Welcome, Number 9,000,000,000!

In 1977, I wrote a book entitled Welcome Number 4,000,000,000! It was a sequel to Human Dignity & Human Numbers (1971). Both books dealt with the “population explosion,” that era’s supposed crisis issue. We were running out of resources of every kind. We would all be starving in a quarter of a century. Drastic policies for cutting down populations were proposed and often put into effect. Babies were not welcome. Everything was panic. The “green” movement began in this hectic atmosphere: “Save the earth, not the people!”

Such predictions of impending catastrophe were all wrong. Disaster did not occur. In “Apocalypse as a Secular Enterprise” (The Scottish Journal of Theology [1976]), I argued that this ecological frenzy grew, not from fact, but from a theological relocation of the transcendent order into this revolving world as man’s ultimate and only destiny (See, Schall, The Modern Age, 2011).

Moreover, as Julian Simon, Herman Kahn, and others at the time argued, along with certain key developments in growing grains, other resources were available. The whole focus of these issues needed reorienting. The four billionth child was not a disaster. Its birth was rather a gift to be welcomed. Why? It was precisely by having fresh brains and new demands that we learned to take care of ourselves, learned that the world is much richer than we understood.

We now have seven billion people on this planet. They are generally better off than any previous generation in history. Why? We can and do learn how to deal with ourselves when we need to do so. The world, contrary to the pessimists, is not a parsimonious place unless, in our foolishness, we choose to make it that way. Some half-century after these population scares, however, Western civilization, by its own moral choices, is experiencing drastic population decline. Yet man’s knowledge of everything about him and his world has never been more developed.

Within the next fifty years or so, we are to expect a world population of nine billion inhabitants. Should we again push the panic button? These remarks are occasioned by a documentary I saw (July 21) on KQED San Francisco about world population. Initially, I thought that this analysis was a rehashed Paul Ehrlich, of The Population Bomb fame. In a multi-scientist commentary, graphs were presented foretelling that world population will increase to nine or eleven billion in a few decades.


But this presentation was not in disaster-mode – as so much environmentalism is. Rather, it argued that men have the intelligence and capacity to deal with their increasing numbers. The documentary went through changes in agriculture, energy, and resources. We do have the capacity to deal with these things. George Gilder long ago taught that wealth consists not primarily in resources but brains.

What are we to make of this approach? First, environmentalism does have a totalitarian side. The papal advisor Joachim Schellnhuber’s solution is to reduce the world’s population to less than a billion. Trying to accomplish this feat legitimizes vast programs of abortion, family control, euthanasia, and other such “necessary” steps. If we maintain a priori the impossibility of mankind dealing with its own needs as they arise, we must impose rigid control over all human activities and values.

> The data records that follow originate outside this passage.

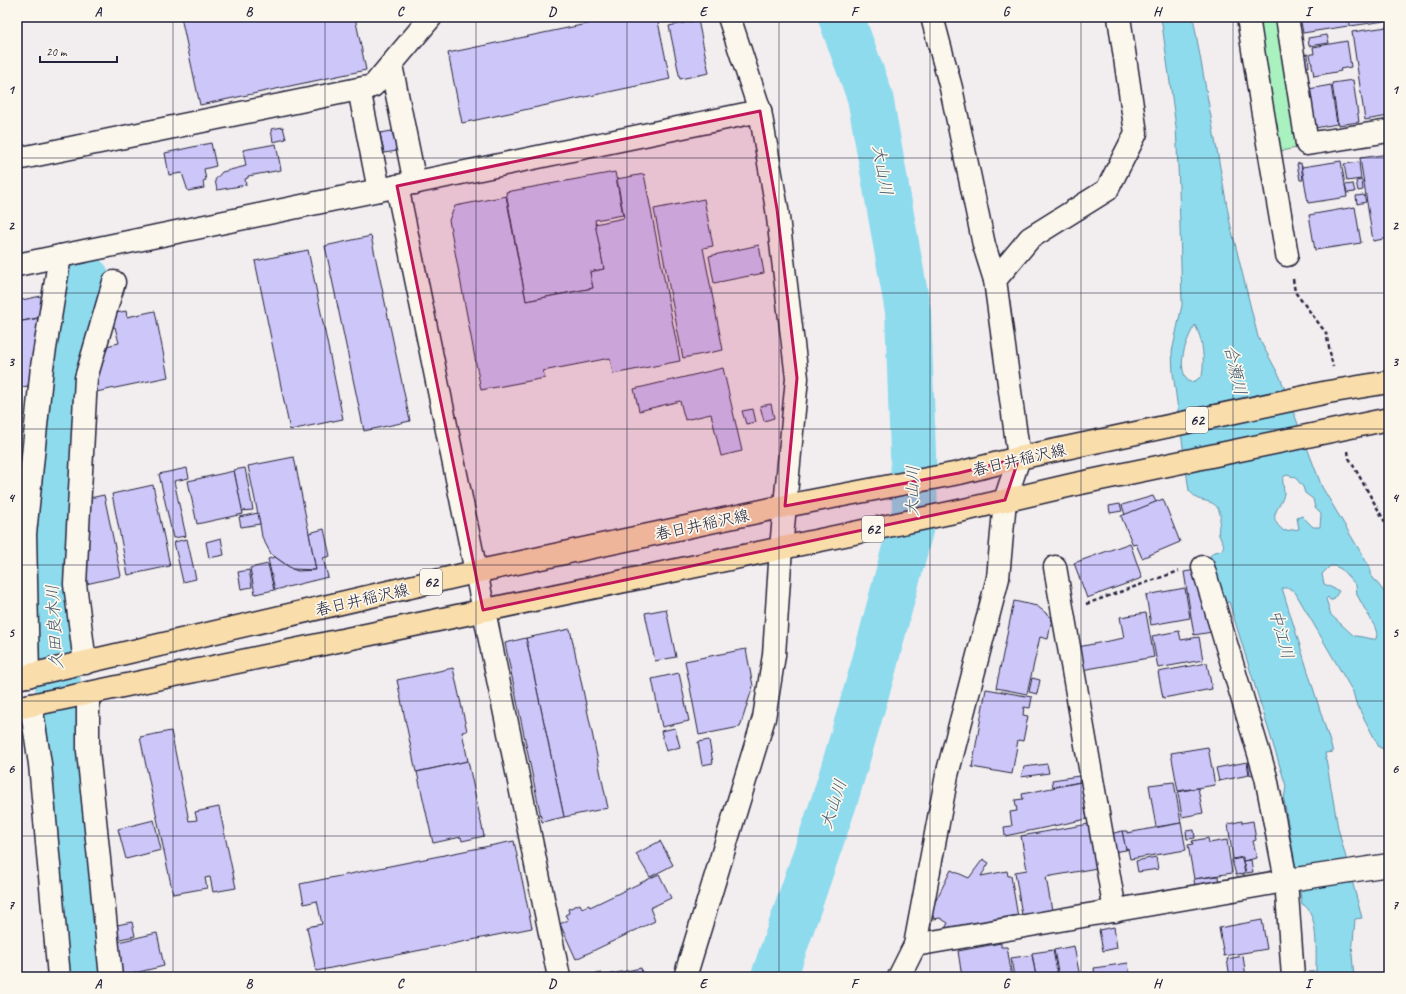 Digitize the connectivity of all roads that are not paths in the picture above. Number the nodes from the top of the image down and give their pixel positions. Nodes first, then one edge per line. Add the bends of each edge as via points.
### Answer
1 (431, 17) edge
2 (729, 17) edge
3 (932, 17) edge
4 (1119, 17) edge
5 (1248, 17) edge
6 (1287, 17) edge
7 (391, 65) junction
8 (359, 88) junction
9 (760, 111) junction
10 (1389, 131) edge
11 (17, 159) edge
12 (397, 186) junction
13 (1288, 255) road end
14 (60, 256) junction
15 (17, 265) edge
16 (995, 280) junction
17 (114, 282) dead end
18 (1389, 382) edge
19 (1389, 419) edge
20 (1019, 458) junction
21 (1005, 500) junction
22 (785, 506) junction
23 (781, 548) junction
24 (1055, 566) dead end
25 (1203, 567) road end
26 (475, 572) junction
27 (483, 610) junction
28 (82, 664) junction
29 (27, 676) edge
30 (85, 693) junction
31 (29, 705) edge
32 (1389, 865) edge
33 (1290, 880) junction
34 (1115, 911) junction
35 (915, 945) junction
36 (59, 977) edge
37 (111, 977) edge
38 (559, 977) edge
39 (685, 977) edge
40 (899, 977) edge
41 (1293, 977) edge

1 - 7 street
2 - 9 street
3 - 16 street via 951,88 984,245
4 - 16 street via 1136,133 1107,190 1030,238
5 - 13 street
6 - 10 street via 1307,144
7 - 8 street via 373,86
7 - 12 street
8 - 11 street
8 - 12 street
9 - 12 street
9 - 22 street via 777,209 797,378
12 - 14 street
12 - 26 street
14 - 15 street
14 - 29 street via 42,367 25,534
16 - 20 street
17 - 28 street via 86,378 74,584
18 - 20 main road, 春日井稲沢線 / 62
19 - 21 main road, 62
20 - 21 street
20 - 22 main road, 春日井稲沢線 / 62 via 959,473
21 - 23 main road, 62
21 - 35 street via 998,578 946,775
22 - 23 street
22 - 26 main road, 春日井稲沢線 / 62
23 - 27 main road, 62
23 - 39 street via 774,655 764,718
24 - 34 street
25 - 33 street via 1266,777
26 - 27 street
26 - 28 main road, 春日井稲沢線 / 62
27 - 30 main road, 62
27 - 38 street
28 - 29 main road, 春日井稲沢線 / 62
30 - 31 main road, 62
30 - 37 street via 88,751
31 - 36 street via 40,764
32 - 33 street
33 - 34 street
33 - 41 street
34 - 35 street
35 - 40 street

What the TV documentary lacked was any interest in the purpose of man. Scientists know that the Sun will burn out. Is man’s purpose simply to keep himself afloat in space for as long as possible? What ultimately makes the difference, if resources are as limited as many claim, whether we use them up rapidly or gradually? In the end, the same number of people will be supported.

But if the world and its resources, human and natural, exist for a purpose other than just to float on and on, another end of man can be conceived. Our world is intended to end. It is a temporary place wherein we each work out our final transcendent goal. We have here no lasting city. Ecology wants to make it last by controlling numbers and activities.

A better way exists. The main reason why we may not be able to support everyone, especially the remaining poor, is not due to lack of resources or ways to support larger numbers of our kind with better human conditions. It is due to environmental and government theories that insist that we can do nothing but limit ourselves to a few privileged people and their limited offspring down the ages, with no other purpose than keeping the earth afloat.

There is no good reason why a population of nine billion cannot thrive. The purpose of our kind living on this planet is a transcendent one. The world will end when God chooses, probably with plenty of “resources” left over. Its end has little to do with caring for the planet, but everything to do with how we live on it.

James V. Schall, S.J. (1928-2019), who served as a professor at Georgetown University for thirty-five years, was one of the most prolific Catholic writers in America. Among his many books are The Mind That Is Catholic, The Modern Age, Political Philosophy and Revelation: A Catholic Reading, Reasonable Pleasures, Docilitas: On Teaching and Being Taught, Catholicism and Intelligence, and, most recently, On Islam: A Chronological Record, 2002-2018.